If you want to change your body composition so you have more lean muscle mass, look at your diet. To do so requires a combination of adequate calorie and nutrient intake with a solid muscle strengthening program. Here are the nutritional building blocks to encourage muscle gain.
Carbohydrate is the predominant energy source used during a strength training workout. Stored as glycogen in the muscles, it is the fuel used to supply energy for short, intense bursts of power. The harder and longer you work out, the more glycogen your muscles require. Once these stores of glycogen are gone your energy level will drop and you will run out of fuel to power muscle contractions. For this reason, athletes doing strength training exercises in the hopes of building lean muscle need to have adequate carbohydrates intake to fuel the workout.
Carbohydrate needs vary depending upon the intensity and length of your training sessions. For those doing moderate workouts of less than an hour, you may only require 2 grams of carbohydrate per pound of body weight per day. Those doing long, intense training two hours or more, may require 3-4 grams of carbohydrate per pound of body weight each day. This may seem like a lot but, if you don’t consume enough carbs, your body will burn muscle to fuel your workout efforts (and that is just the opposite of what you want to do, right?)
Personal carbohydrate requirements vary based upon the intensity and length of workouts as well as your body size.
To keep muscle glycogen stores high, sports nutrition experts recommend up to 400 to 600 grams of carbohydrate per day for the average male performing regular, intense exercise and strength training workouts.
All athletes need protein after vigorous exercise. Protein helps repair and rebuild muscle tissue that is broken down during hard exercise. Because protein is the basic building material for muscle tissue, if you strength train, or want to increase muscle size, you need to consume more protein than sedentary individuals or non-athletes.
The USDA (United States Department of Agriculture), recommends that the average person requires about 0.4 grams per pound per day. Sports nutritionists recommend that strength athletes consume about 1.2 to 1.7 grams of protein per pound of body weight per day, not to exceed 2 g/pound/day. For an athlete weighing 90 kg (200 pounds) that is a total of 108 to 154 grams of protein a day.
Many strength athletes overestimate their protein needs. Doubling protein intake to 2.2 grams per pound of bodyweight daily had no effect on body composition in resistance-trained individuals who otherwise maintained the same training regimen, according to research published in the Journal of the International Society of Sports Nutrition.
Another thing to keep in mind is that your body can only absorb so much protein at one time—no more than 30 grams of protein to be exact. So instead of trying to pound your daily protein intake into one meal, it is best to spread it out across five or six feedings.
You can get adequate protein by eating a healthy diet that includes low-fat dairy, eggs, lean meats such as fish and chicken, and a variety of fruits, nuts, and legumes.
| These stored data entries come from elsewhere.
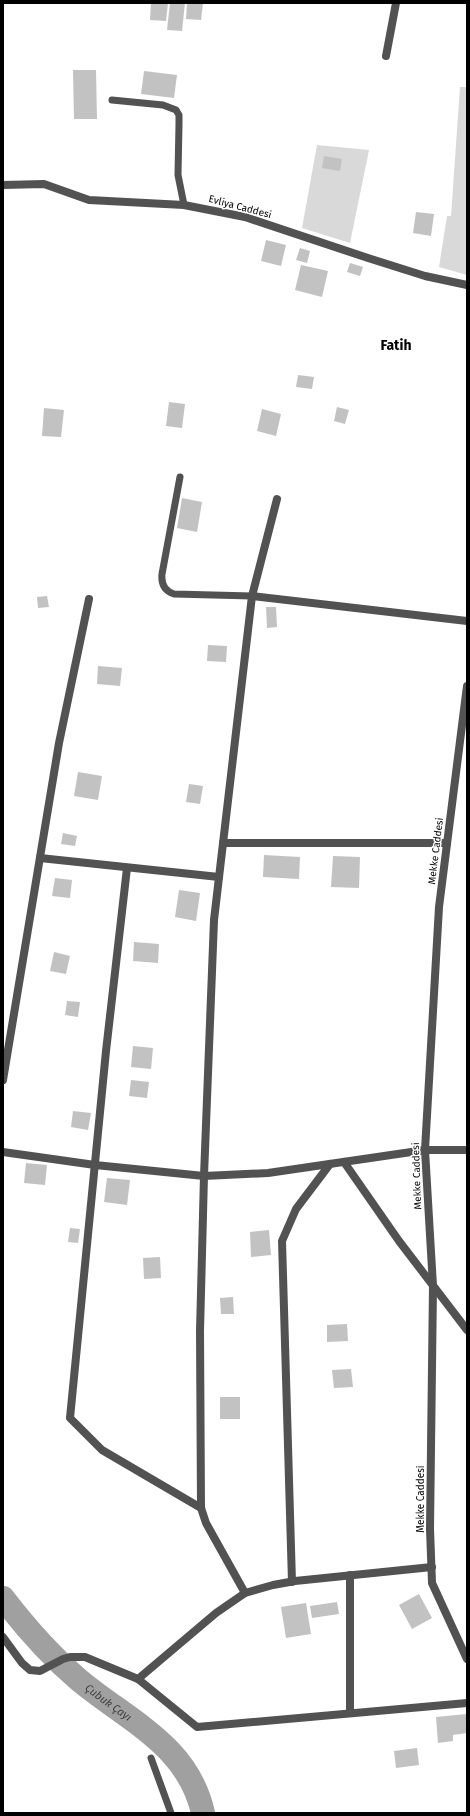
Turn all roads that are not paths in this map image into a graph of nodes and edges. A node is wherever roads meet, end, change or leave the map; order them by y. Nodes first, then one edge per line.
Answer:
1 (396, 3) edge
2 (386, 56) dead end
3 (112, 100) dead end
4 (3, 185) edge
5 (184, 205) junction
6 (467, 286) edge
7 (180, 477) dead end
8 (277, 499) dead end
9 (252, 596) junction
10 (90, 599) dead end
11 (467, 621) edge
12 (467, 686) edge
13 (463, 744) edge
14 (224, 843) junction
15 (447, 843) junction
16 (40, 858) junction
17 (127, 868) junction
18 (219, 877) junction
19 (3, 1080) edge
20 (425, 1150) junction
21 (467, 1150) edge
22 (3, 1152) edge
23 (344, 1162) junction
24 (330, 1164) junction
25 (95, 1165) junction
26 (204, 1176) junction
27 (433, 1286) junction
28 (467, 1330) edge
29 (202, 1508) junction
30 (432, 1567) junction
31 (350, 1576) junction
32 (292, 1582) junction
33 (244, 1593) junction
34 (3, 1637) edge
35 (467, 1659) edge
36 (138, 1679) junction
37 (467, 1703) edge
38 (350, 1713) junction
39 (151, 1758) dead end
40 (171, 1813) edge

1 - 2 street
3 - 5 lane
4 - 5 street, Evliya Caddesi
5 - 6 street, Evliya Caddesi
7 - 9 lane
8 - 9 street
9 - 11 street
9 - 14 street
10 - 16 street
12 - 13 street, Mekke Caddesi
13 - 15 street, Mekke Caddesi
14 - 15 street
14 - 18 street
15 - 20 street, Mekke Caddesi
16 - 17 street
16 - 19 street
17 - 18 street
17 - 25 street
18 - 26 street
20 - 21 street
20 - 23 street
20 - 27 street, Mekke Caddesi
22 - 25 street
23 - 24 street
23 - 27 street
24 - 26 street
24 - 32 street
25 - 26 street
25 - 29 street
26 - 29 street
27 - 28 street
27 - 30 street, Mekke Caddesi
29 - 33 street
30 - 31 street
30 - 35 street, Mekke Caddesi
31 - 32 street
31 - 38 street
32 - 33 street
33 - 36 street
34 - 36 street
36 - 38 street
37 - 38 street
39 - 40 lane

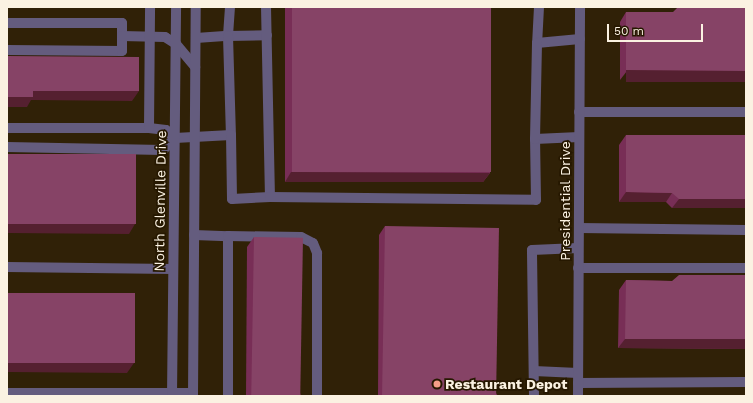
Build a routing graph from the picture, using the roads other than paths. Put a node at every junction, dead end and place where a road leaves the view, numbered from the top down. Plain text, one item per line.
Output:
1 (150, 7) edge
2 (176, 7) edge
3 (196, 7) edge
4 (230, 7) edge
5 (266, 7) edge
6 (539, 7) edge
7 (580, 7) edge
8 (7, 23) edge
9 (267, 35) junction
10 (122, 36) junction
11 (150, 36) junction
12 (228, 36) junction
13 (196, 38) junction
14 (580, 39) junction
15 (537, 43) junction
16 (176, 44) junction
17 (7, 50) edge
18 (195, 67) junction
19 (580, 112) junction
20 (746, 112) edge
21 (7, 128) edge
22 (150, 128) junction
23 (231, 135) junction
24 (579, 137) junction
25 (175, 138) junction
26 (195, 139) junction
27 (534, 139) junction
28 (7, 147) edge
29 (270, 197) junction
30 (579, 228) junction
31 (746, 230) edge
32 (194, 235) junction
33 (228, 236) junction
34 (578, 248) junction
35 (7, 267) edge
36 (578, 268) junction
37 (746, 268) edge
38 (173, 269) junction
39 (534, 371) junction
40 (578, 373) junction
41 (746, 382) edge
42 (578, 383) junction
43 (7, 393) edge
44 (172, 395) edge
45 (193, 395) edge
46 (228, 396) edge
47 (316, 396) edge
48 (534, 396) edge
49 (578, 396) edge

1 - 11 street
2 - 16 street, North Glenville Drive
3 - 13 street
4 - 12 street
5 - 9 street
6 - 15 street
7 - 14 street, Presidential Drive
8 - 10 street
9 - 12 street
9 - 29 street
10 - 11 street
10 - 17 street
11 - 16 street
11 - 22 street
12 - 13 street
12 - 23 street
13 - 18 street
14 - 15 street
14 - 19 street, Presidential Drive
15 - 27 street
16 - 18 street
16 - 25 street, North Glenville Drive
18 - 26 street
19 - 20 street
19 - 24 street, Presidential Drive
21 - 22 street
22 - 25 street
23 - 26 street
23 - 29 street
24 - 27 street
24 - 30 street, Presidential Drive
25 - 26 street
25 - 28 street
25 - 38 street, North Glenville Drive
26 - 32 street
27 - 29 street
30 - 31 street
30 - 34 street, Presidential Drive
32 - 33 street
32 - 45 street
33 - 46 street
33 - 47 street
34 - 36 street, Presidential Drive
34 - 39 street
35 - 38 street
36 - 37 street
36 - 40 street, Presidential Drive
38 - 44 street, North Glenville Drive
39 - 40 street
39 - 48 street
40 - 42 street, Presidential Drive
41 - 42 street
42 - 49 street, Presidential Drive
43 - 44 street
44 - 45 street

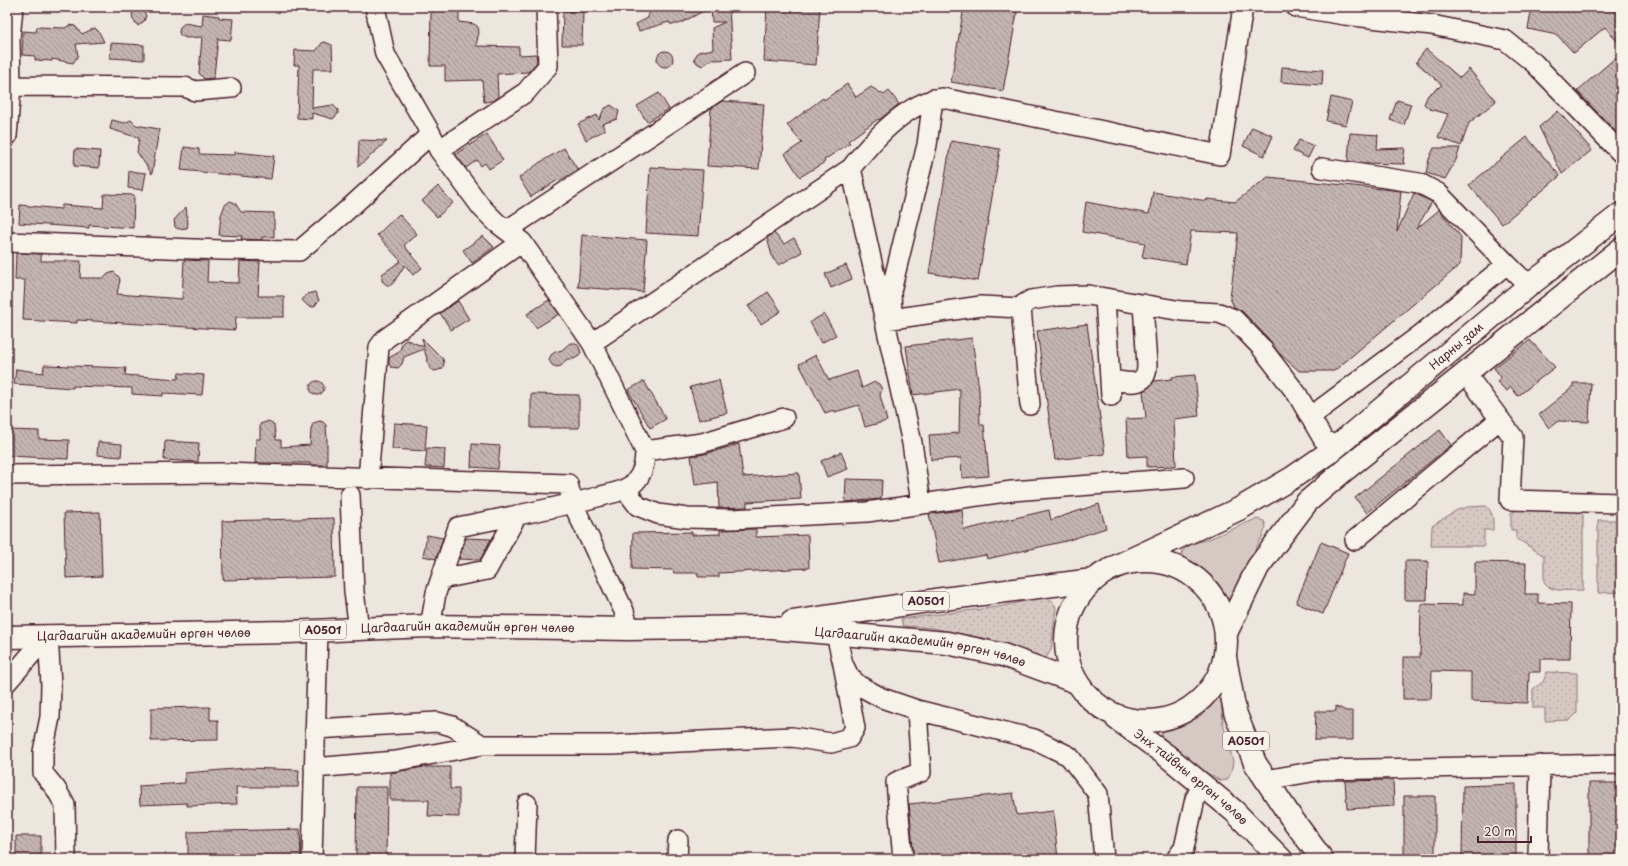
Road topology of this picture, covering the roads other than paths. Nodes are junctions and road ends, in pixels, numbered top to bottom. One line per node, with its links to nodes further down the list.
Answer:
1 (13, 7): 6 (street)
2 (375, 7): 12 (street)
3 (546, 7): 12 (street)
4 (1244, 7): 10 (street)
5 (1296, 7): 13 (street)
6 (9, 39): 8 (street)
7 (745, 73): 17 (street)
8 (11, 86): 9 (street); 11 (street)
9 (231, 88)
10 (933, 99): 14 (street); 26 (street)
11 (7, 136)
12 (435, 142): 17 (street); 18 (street)
13 (1621, 153)
14 (851, 168): 26 (street); 27 (street)
15 (1322, 168): 21 (street)
16 (1621, 214): 22 (main road, Нарны зам)
17 (508, 230): 19 (street)
18 (7, 242)
19 (522, 242): 27 (street); 37 (street)
20 (1621, 249): 28 (main road)
21 (1507, 264): 22 (street); 30 (street)
22 (1531, 284): 33 (main road, Нарны зам)
23 (1105, 298): 24 (street); 24 (street); 25 (street)
24 (1143, 304): 30 (street)
25 (1021, 308): 26 (street); 29 (street)
26 (889, 319): 40 (street)
27 (592, 343): 34 (street)
28 (1466, 374): 32 (street); 53 (main road)
29 (1030, 405)
30 (1310, 417): 33 (street)
31 (784, 418): 34 (street)
32 (1500, 419): 41 (street); 44 (street)
33 (1336, 447): 45 (main road, Нарны зам)
34 (645, 451): 38 (street)
35 (7, 475): 37 (street)
36 (1184, 478): 40 (street)
37 (368, 479): 42 (street)
38 (625, 489): 40 (street); 42 (street)
39 (350, 494): 50 (street)
40 (921, 503)
41 (1621, 503)
42 (573, 504): 43 (street); 51 (street)
43 (517, 515): 46 (street); 46 (street)
44 (1356, 540)
45 (1118, 566): 47 (main road, A0501); 53 (main road, A0501)
46 (441, 578): 48 (street)
47 (1093, 580): 49 (main road, Цагдаагийн академийн өргөн чөлөө / A0501); 60 (main road, A0501)
48 (428, 626): 50 (main road, Цагдаагийн академийн өргөн чөлөө / A0501); 51 (main road, Цагдаагийн академийн өргөн чөлөө / A0501)
49 (760, 627): 51 (main road, Цагдаагийн академийн өргөн чөлөө / A0501); 54 (main road, Цагдаагийн академийн өргөн чөлөө / A0501)
50 (359, 629): 52 (main road, Цагдаагийн академийн өргөн чөлөө / A0501)
51 (629, 629)
52 (318, 630): 55 (main road, Цагдаагийн академийн өргөн чөлөө / A0501); 63 (street)
53 (1226, 633): 57 (main road, A0501)
54 (836, 634): 58 (street); 60 (main road, Цагдаагийн академийн өргөн чөлөө / A0501)
55 (48, 636): 56 (main road, Цагдаагийн академийн өргөн чөлөө / A0501); 59 (street); 72 (street)
56 (7, 637)
57 (1225, 657): 61 (main road, A0501); 68 (main road, A0501)
58 (842, 664): 62 (street); 64 (street)
59 (7, 682)
60 (1076, 682): 61 (main road, A0501)
61 (1095, 703): 69 (main road, Энх тайвны өргөн чөлөө / A0501)
62 (917, 710): 76 (street); 77 (street)
63 (315, 729): 64 (street); 67 (street)
64 (482, 745): 67 (street)
65 (1621, 764): 66 (street)
66 (1540, 765): 68 (street); 81 (street)
67 (314, 768): 73 (street)
68 (1266, 780): 80 (main road, A0501)
69 (1203, 786): 78 (street); 79 (main road, Энх тайвны өргөн чөлөө / A0501)
70 (528, 804): 74 (street)
71 (678, 840): 75 (street)
72 (66, 859)
73 (312, 859)
74 (525, 859)
75 (677, 859)
76 (903, 859)
77 (1104, 859)
78 (1176, 859)
79 (1281, 859)
80 (1322, 859)
81 (1538, 859)

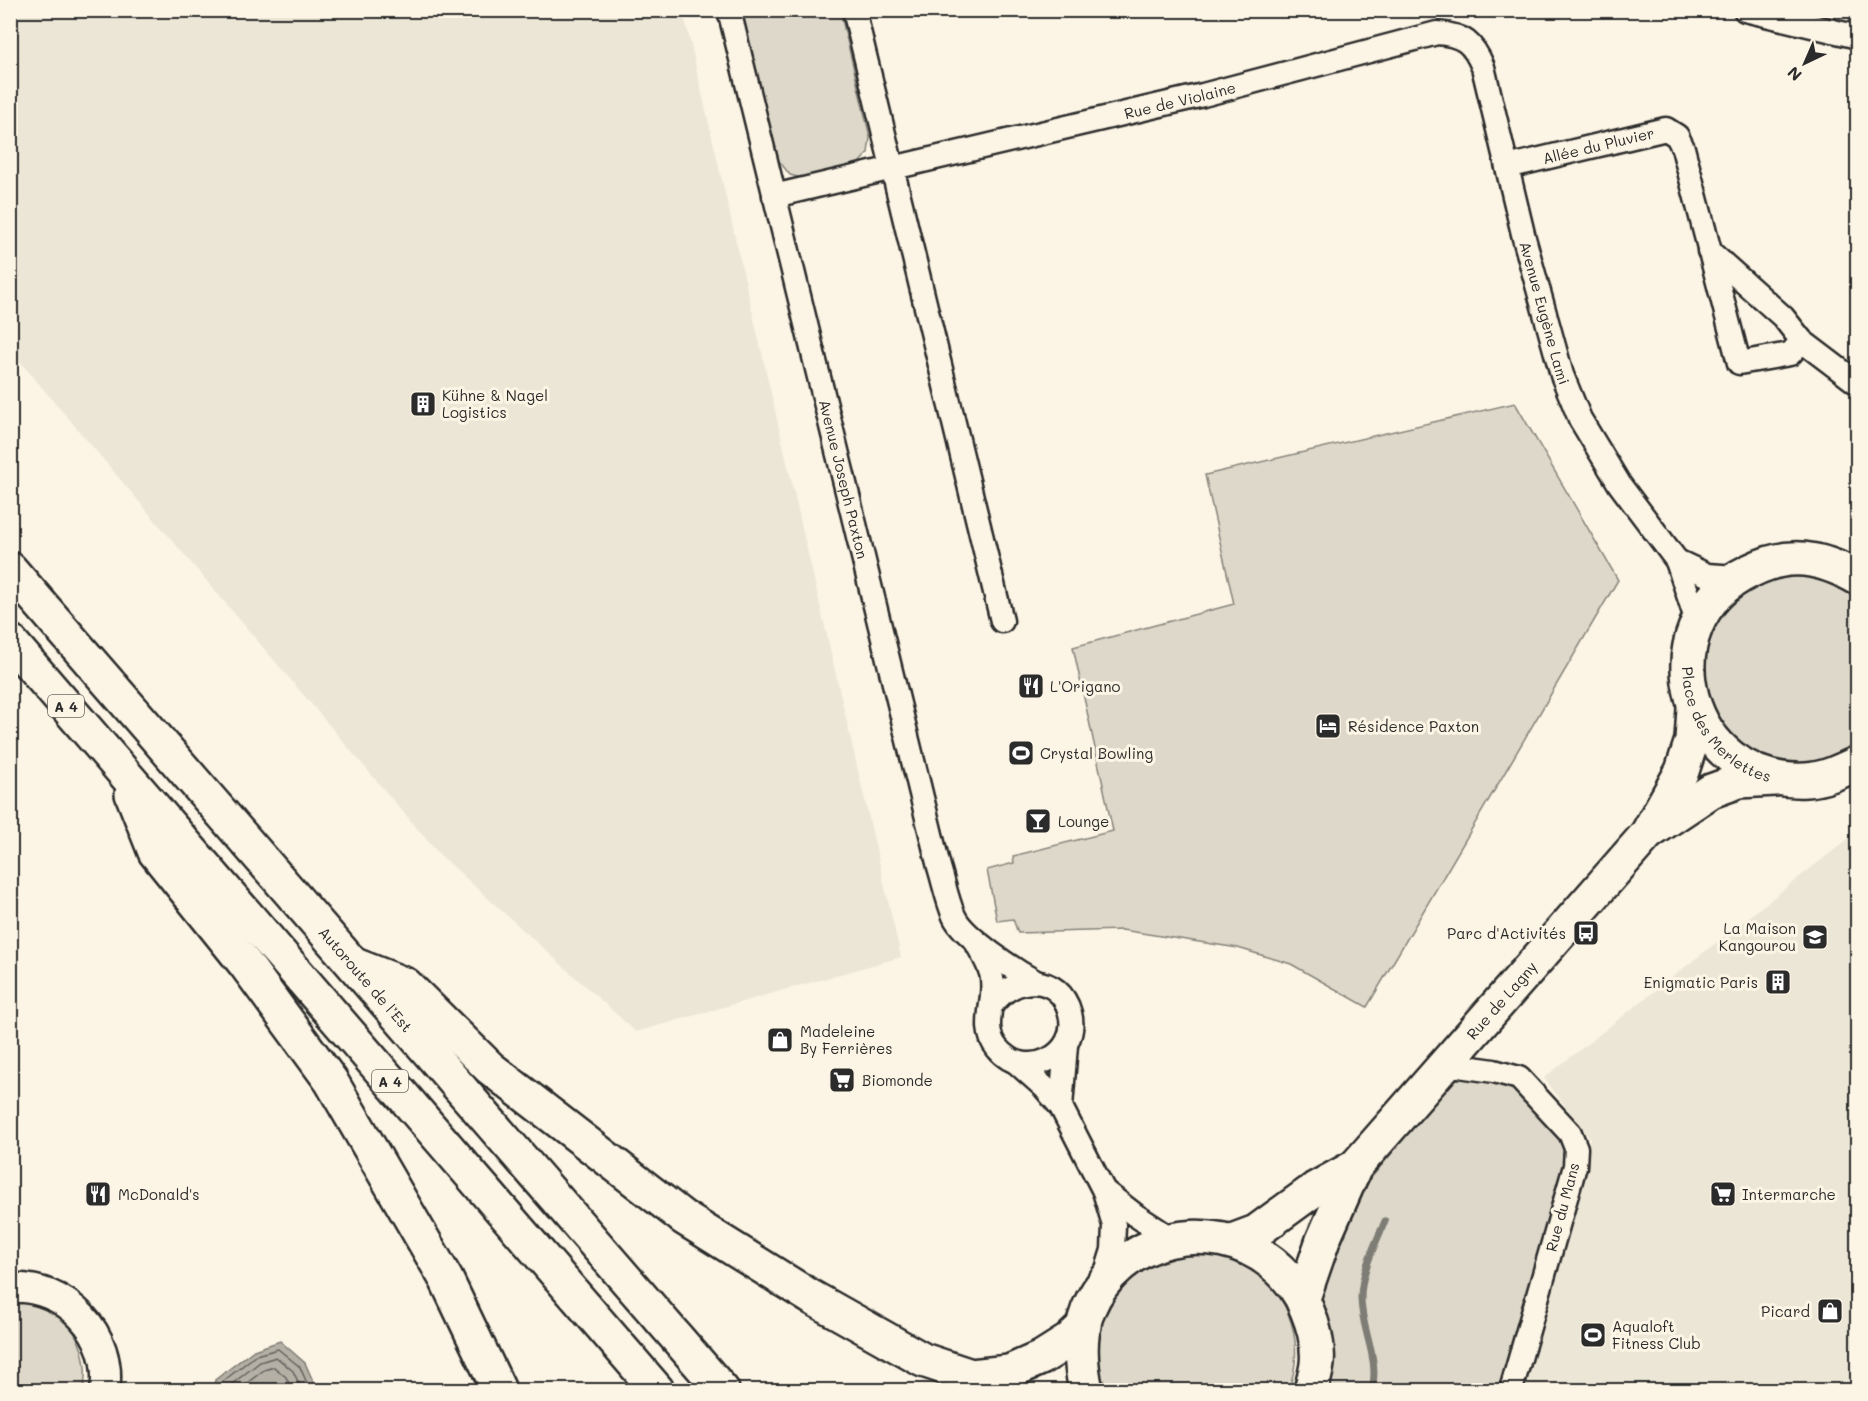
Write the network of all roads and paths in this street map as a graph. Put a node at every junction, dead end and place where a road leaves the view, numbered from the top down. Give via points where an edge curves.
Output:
1 (729, 10) edge
2 (854, 10) edge
3 (1745, 10) edge
4 (1809, 18) edge
5 (1857, 37) edge
6 (1466, 40) joint
7 (1507, 167) junction
8 (891, 168) junction
9 (774, 196) junction
10 (1709, 251) junction
11 (1802, 341) junction
12 (1856, 382) dead end
13 (1677, 561) junction
14 (1851, 568) edge
15 (10, 569) edge
16 (1737, 577) junction
17 (1002, 621) dead end
18 (1697, 622) junction
19 (10, 641) edge
20 (1694, 708) junction
21 (1857, 763) edge
22 (122, 771) junction
23 (1780, 778) junction
24 (1647, 834) junction
25 (976, 941) junction
26 (354, 965) junction
27 (1036, 982) junction
28 (992, 1005) junction
29 (1066, 1045) junction
30 (1017, 1064) junction
31 (1445, 1064) junction
32 (1061, 1107) junction
33 (1355, 1167) junction
34 (1104, 1191) junction
35 (1172, 1239) junction
36 (1232, 1241) junction
37 (1102, 1285) junction
38 (10, 1288) edge
39 (1303, 1298) junction
40 (1084, 1326) junction
41 (105, 1390) edge
42 (499, 1390) edge
43 (657, 1390) edge
44 (722, 1390) edge
45 (1086, 1390) edge
46 (1311, 1390) edge
47 (1510, 1390) edge

1 - 9 street, Avenue Joseph Paxton
2 - 8 street
3 - 4 street
4 - 5 street
6 - 7 street, Avenue Eugène Lami via 1484,66
6 - 8 street, Rue de Violaine via 1437,33 1203,95
7 - 10 street, Allée du Pluvier via 1666,129 1677,136 1683,148
7 - 13 street, Avenue Eugène Lami via 1540,303 1580,419 1620,485
8 - 9 street, Rue de Violaine
8 - 17 street
9 - 25 street, Avenue Joseph Paxton via 939,867 955,918
10 - 11 street via 1783,317
10 - 11 street, Allée du Pluvier via 1739,363 1790,354
11 - 12 street
13 - 16 street via 1707,575
13 - 18 street
14 - 16 main road, Place des Merlettes via 1816,559 1786,560
15 - 26 main road, Autoroute de l’Est
16 - 18 main road, Place des Merlettes via 1714,597
18 - 20 main road, Place des Merlettes via 1689,650 1688,680
19 - 22 main road, A 4
20 - 23 main road, Place des Merlettes via 1708,734 1728,755 1752,770
20 - 24 main road, Rue de Lagny via 1692,740 1682,771
21 - 23 main road, Place des Merlettes via 1834,774 1807,780
22 - 42 main road via 155,852 246,965 331,1081 446,1279
22 - 43 main road, A 4
23 - 24 main road, Rue de Lagny via 1738,780 1712,791
24 - 31 main road, Rue de Lagny
25 - 27 street, Avenue Joseph Paxton
25 - 28 street, Avenue Joseph Paxton via 991,974
26 - 40 main road via 406,985 490,1068 684,1218 811,1297 923,1360 971,1376 1009,1372 1041,1358
26 - 44 main road, Autoroute de l’Est
27 - 28 street via 1015,984
27 - 29 street via 1050,987 1068,1007 1072,1020
28 - 30 street via 990,1034 996,1047
29 - 30 street via 1045,1062
29 - 32 street
30 - 32 street
31 - 33 main road, Rue de Lagny
31 - 47 street, Rue du Mans via 1519,1078 1570,1133 1576,1148 1575,1166
32 - 34 street
33 - 36 main road, Rue de Lagny via 1315,1189 1256,1232
33 - 39 main road, Rue de Lagny
34 - 35 street
34 - 37 street via 1114,1225 1113,1250
35 - 36 main road via 1201,1236
35 - 37 main road via 1146,1248 1122,1264
36 - 39 main road via 1260,1254 1284,1273
37 - 40 main road
38 - 41 street via 49,1293 72,1306 90,1326 103,1351
39 - 46 main road via 1314,1329 1317,1362
40 - 45 main road via 1080,1366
Some athletes find that a protein drink or bar is another convenient way to increase daily protein intake.
Fat is an essential nutrient and you require a certain amount of it to remain healthy. About 30 percent of your total daily calories can come from healthy fats, such as olive oil, lean meats and fish, nuts, seeds, and avocados.
In addition to the regular eight glasses of water every day, you need to drink to replace fluids that are lost during exercise. To be confident that you are well hydrated before workouts, drink 2 cups of fluid 2 hours before exercise. During your workout, drink 4 to 8 ounces every 15 to 20 minutes. After exercise, replace any further fluid losses with 16 ounces of water. If you want to be precise, you can weigh yourself before and after workouts. For each pound lost during exercise, you should drink 16 ounces of fluid.
Eating After Exercise
To some extent, your post-exercise meal depends on your goals and the type of exercise you are doing. There is nothing in the scientific literature that says what your proportions and amount should be. Sorry, there is no magical formula. This is where your common sense comes to play.
Think about it: by going long and hard on the treadmill, say for over an hour, recovery or post-exercise nutrition needs to concentrate on replenishing the muscles’ energy reserves. In this case, your recovery nutrition would contain a large amount of carbohydrates, but you don’t want to ignore the protein. Chocolate milk has gained some popularity as a post-workout snack because it is a great mixture of carbohydrates and protein in one package.
On the other hand, going long and strong in the weight room, is a recipe for a protein-rich post-exercise meal since those glycogen energy stores are not being taxed and the calorie burn is less. The goal is to eat for muscle repair.
Eating protein helps build and repair muscles. But carbohydrates stimulate an insulin response. Insulin is the hormone that prepares the muscle cells to absorb the protein.
Consult a registered nutritionist, physician, or other health care provider for personal nutritional counseling. This information is not intended as a substitute for appropriate medical treatment.